Smoking in pregnancy even One Cigarette Doubles the Risk of Sudden Unexpected Infant Death, research shows.
A study suggests that 22% of sudden, unexpected infant deaths (SUIDs) in the United States may be attributed to maternal smoking in pregnancy. I provide quit smoking sessions using hypnotherapy. Sessions are in London and also online.
This latest study analyzed 20,685,463 live births and 19,127 SUIDs from 2007 through 2011 in an effort to determine the effects of maternal smoking by trimester and daily cigarette consumption, pre-pregnancy smoking levels, reduction or cessation of smoking during pregnancy and ICD-10 codes for cause of infant death.
Smoking in pregnancy even one cigarette while pregnant doubles the risk of SUID
Any amount of smoking in pregnancy – even one cigarette – doubles the risk of SUID. For mothers who smoke 1-20 cigarettes per day, each additional cigarette increased the chance of SUID by 0.7 times. For example, a woman who smokes 15 cigarettes per day has a threefold chance of her infant dying from SUID.
Maternal smoking in pregnancy is an established risk factor of SUID. In fact, although the risks of smoking during pregnancy seem fairly well acknowledged, 10% of pregnant women smoked during the last three months of their pregnancies in 2011. In the US, more than 3,700 infants die each year from SUID, which includes sudden infant death syndrome, accidental suffocation and strangulation in bed, and ill-defined causes. In 2017, 19.4%-22.8% of adults in the Ohio indicated they were current smokers, according to the Centres for Disease Control. Across the nation, 12 out of every 100 women were smokers.

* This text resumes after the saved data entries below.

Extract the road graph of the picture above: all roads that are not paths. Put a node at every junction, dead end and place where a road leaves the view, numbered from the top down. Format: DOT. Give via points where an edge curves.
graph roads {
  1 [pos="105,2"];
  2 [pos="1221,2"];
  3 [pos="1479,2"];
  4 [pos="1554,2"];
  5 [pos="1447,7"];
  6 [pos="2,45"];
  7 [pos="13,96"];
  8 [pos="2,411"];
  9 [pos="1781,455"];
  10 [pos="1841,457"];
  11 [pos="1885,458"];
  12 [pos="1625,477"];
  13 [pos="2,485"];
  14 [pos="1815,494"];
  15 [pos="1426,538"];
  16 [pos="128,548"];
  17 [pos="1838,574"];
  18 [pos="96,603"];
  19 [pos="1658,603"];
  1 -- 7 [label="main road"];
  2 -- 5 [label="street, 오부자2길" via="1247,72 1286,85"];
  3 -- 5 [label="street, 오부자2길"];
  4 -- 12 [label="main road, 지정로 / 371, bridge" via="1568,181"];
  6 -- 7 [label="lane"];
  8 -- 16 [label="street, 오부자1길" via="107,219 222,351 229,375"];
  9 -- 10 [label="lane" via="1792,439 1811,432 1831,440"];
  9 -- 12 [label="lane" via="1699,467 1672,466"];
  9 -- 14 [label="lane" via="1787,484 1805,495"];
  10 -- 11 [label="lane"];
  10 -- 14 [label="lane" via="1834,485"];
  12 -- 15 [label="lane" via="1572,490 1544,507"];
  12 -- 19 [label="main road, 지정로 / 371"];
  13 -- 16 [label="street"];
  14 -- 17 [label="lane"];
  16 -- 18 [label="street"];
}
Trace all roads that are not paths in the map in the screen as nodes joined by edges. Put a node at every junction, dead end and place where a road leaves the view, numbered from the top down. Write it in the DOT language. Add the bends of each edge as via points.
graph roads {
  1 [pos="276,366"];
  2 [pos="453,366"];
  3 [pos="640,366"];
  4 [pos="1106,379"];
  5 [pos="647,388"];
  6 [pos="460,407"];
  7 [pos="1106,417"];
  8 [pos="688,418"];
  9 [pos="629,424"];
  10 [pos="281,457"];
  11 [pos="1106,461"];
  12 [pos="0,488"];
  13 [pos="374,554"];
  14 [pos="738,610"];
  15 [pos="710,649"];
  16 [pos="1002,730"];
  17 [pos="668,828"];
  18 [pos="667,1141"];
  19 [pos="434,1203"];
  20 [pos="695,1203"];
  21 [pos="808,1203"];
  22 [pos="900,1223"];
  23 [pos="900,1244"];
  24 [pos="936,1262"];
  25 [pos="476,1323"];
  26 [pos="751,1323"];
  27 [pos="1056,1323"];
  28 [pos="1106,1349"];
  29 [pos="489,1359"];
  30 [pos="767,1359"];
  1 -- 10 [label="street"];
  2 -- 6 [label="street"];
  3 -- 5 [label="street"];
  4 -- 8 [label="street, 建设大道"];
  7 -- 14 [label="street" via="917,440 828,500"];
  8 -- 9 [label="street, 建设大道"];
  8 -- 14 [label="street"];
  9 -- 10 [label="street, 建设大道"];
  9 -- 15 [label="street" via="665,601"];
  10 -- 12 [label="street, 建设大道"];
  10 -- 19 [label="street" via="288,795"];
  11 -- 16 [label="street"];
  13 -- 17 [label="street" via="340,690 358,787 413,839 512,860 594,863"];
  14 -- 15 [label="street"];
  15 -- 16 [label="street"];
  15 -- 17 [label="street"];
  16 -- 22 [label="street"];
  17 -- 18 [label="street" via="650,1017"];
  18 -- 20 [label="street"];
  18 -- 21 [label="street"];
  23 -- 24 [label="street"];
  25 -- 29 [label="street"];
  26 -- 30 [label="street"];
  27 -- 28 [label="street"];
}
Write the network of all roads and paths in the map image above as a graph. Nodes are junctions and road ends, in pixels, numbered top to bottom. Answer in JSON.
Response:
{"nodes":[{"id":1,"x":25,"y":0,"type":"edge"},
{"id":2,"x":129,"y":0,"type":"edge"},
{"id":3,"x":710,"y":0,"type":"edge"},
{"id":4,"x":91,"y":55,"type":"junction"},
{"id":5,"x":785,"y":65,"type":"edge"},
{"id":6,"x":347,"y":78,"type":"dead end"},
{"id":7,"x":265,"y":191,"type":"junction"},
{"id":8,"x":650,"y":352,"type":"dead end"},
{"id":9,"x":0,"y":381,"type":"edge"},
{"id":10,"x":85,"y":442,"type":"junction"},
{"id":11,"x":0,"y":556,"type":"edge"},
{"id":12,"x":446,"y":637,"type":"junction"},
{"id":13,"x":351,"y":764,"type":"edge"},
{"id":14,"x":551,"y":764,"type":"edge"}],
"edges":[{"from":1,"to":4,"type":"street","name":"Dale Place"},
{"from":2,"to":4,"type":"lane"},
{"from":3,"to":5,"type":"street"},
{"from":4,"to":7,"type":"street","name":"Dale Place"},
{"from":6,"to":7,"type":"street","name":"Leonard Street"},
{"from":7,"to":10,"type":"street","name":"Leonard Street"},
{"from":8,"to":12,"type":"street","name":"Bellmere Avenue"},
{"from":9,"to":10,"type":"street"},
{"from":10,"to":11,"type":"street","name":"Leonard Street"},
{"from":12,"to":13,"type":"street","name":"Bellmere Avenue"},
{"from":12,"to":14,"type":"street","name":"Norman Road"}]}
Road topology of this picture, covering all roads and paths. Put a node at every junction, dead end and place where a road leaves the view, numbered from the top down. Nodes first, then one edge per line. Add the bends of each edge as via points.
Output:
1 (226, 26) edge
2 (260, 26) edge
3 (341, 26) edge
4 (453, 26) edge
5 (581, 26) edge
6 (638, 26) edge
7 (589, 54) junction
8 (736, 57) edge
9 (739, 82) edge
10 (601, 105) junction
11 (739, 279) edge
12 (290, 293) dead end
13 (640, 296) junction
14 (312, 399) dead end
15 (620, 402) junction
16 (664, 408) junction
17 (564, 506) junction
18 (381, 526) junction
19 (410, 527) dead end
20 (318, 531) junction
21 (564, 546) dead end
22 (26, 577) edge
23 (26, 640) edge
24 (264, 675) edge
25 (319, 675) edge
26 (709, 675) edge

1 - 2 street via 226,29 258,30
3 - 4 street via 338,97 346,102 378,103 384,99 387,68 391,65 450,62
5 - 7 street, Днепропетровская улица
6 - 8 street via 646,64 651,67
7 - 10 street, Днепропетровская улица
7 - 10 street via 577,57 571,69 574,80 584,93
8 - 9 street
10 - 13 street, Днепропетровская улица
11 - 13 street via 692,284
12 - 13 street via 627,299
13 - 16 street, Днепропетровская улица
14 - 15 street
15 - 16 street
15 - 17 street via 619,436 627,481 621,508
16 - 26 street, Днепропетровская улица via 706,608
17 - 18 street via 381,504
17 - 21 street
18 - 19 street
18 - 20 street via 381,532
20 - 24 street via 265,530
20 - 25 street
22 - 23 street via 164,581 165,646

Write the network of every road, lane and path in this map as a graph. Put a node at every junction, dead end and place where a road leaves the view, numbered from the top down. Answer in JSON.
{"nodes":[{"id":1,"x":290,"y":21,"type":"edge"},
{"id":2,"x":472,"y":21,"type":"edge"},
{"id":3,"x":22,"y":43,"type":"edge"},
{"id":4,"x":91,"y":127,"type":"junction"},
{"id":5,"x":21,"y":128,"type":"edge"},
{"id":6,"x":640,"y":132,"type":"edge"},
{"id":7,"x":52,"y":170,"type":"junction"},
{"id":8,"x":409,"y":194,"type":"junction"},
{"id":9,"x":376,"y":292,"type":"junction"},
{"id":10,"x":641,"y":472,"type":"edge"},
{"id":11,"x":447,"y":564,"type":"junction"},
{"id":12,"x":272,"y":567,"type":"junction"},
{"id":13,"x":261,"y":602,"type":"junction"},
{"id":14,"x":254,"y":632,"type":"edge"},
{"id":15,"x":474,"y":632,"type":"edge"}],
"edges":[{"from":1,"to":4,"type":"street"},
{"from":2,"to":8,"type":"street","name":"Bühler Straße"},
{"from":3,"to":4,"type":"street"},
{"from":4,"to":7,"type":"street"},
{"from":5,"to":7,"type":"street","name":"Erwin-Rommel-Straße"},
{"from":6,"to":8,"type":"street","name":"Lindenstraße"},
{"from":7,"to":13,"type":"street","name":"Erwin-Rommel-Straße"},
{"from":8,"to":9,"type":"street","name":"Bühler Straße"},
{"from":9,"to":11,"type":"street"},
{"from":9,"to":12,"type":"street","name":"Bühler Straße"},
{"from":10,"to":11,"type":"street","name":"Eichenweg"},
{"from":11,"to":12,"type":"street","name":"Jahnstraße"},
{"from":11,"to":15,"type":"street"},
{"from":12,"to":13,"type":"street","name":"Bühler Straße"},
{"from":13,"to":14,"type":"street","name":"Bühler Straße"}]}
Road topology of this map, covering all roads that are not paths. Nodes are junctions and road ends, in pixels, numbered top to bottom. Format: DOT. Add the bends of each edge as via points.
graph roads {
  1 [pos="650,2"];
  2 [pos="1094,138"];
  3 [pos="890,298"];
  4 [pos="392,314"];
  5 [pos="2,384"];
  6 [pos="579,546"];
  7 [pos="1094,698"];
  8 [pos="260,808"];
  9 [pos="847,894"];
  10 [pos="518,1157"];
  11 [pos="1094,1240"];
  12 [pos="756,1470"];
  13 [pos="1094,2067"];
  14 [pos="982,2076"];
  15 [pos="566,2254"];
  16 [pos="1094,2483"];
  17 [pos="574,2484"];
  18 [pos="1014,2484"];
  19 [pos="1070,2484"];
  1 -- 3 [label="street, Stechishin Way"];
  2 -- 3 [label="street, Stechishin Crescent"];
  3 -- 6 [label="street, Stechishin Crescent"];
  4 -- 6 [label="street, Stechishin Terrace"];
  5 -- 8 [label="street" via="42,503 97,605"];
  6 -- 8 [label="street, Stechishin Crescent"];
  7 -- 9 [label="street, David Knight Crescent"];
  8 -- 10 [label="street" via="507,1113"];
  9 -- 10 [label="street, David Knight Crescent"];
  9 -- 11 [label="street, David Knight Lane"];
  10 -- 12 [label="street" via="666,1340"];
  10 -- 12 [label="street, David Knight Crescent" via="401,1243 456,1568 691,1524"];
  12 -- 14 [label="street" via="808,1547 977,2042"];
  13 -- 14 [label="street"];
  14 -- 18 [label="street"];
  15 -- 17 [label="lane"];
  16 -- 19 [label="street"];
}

Encourage people to stop smoking in pregnancy
Quitting smoking results in the greatest reduction in SUID risk; but every cigarette that can be reduced counts. Mothers who smoked in the three months prior to pregnancy, and quit in the first trimester, still had a 50% greater chance of a SUID death compared to non-smokers.
Screening pregnant women for smoking habits should begin at the very first prenatal visit, and should continue throughout the prenatal period. As physicians, we rely on self-reporting for substance use, including smoking, alcohol and drugs.
It is important to advise people of the risks of smoking – risks to themselves, but, more importantly, risks to their unborn child. I tell them to consider all of those risks and to plan ahead when quitting. People need to change the environment that puts them at risk, recognise the triggers (whether stress, habit or social triggers) and make sure their loved ones are aware and supportive of their decision to quit.
As well providing as hypnotherapy to quit smoking. I tell smokers in London that once they’ve given up smoking, they cannot “just have one” because they will find suddenly they are back to smoking a pack per day.
Providing education about the risks inherent in smoking in pregnancy may serve to motivate behavioural change; however, some may need counselling, CBT or other interventions along with standard hypnotherapy for smoking.
The American College of Obstetricians and Gynaecologists recommends the use of nicotine replacement therapies, under close supervision, if women are unable to quit on their own or with counselling. Buproprion is also used to help with smoking cessation, and is safe in pregnancy. With London hypnotherapy clients, we talk through these options.
If you are interested in quitting smoking, consider hypnotherapy in London and also now hypnotherapy to quit smoking sessions online.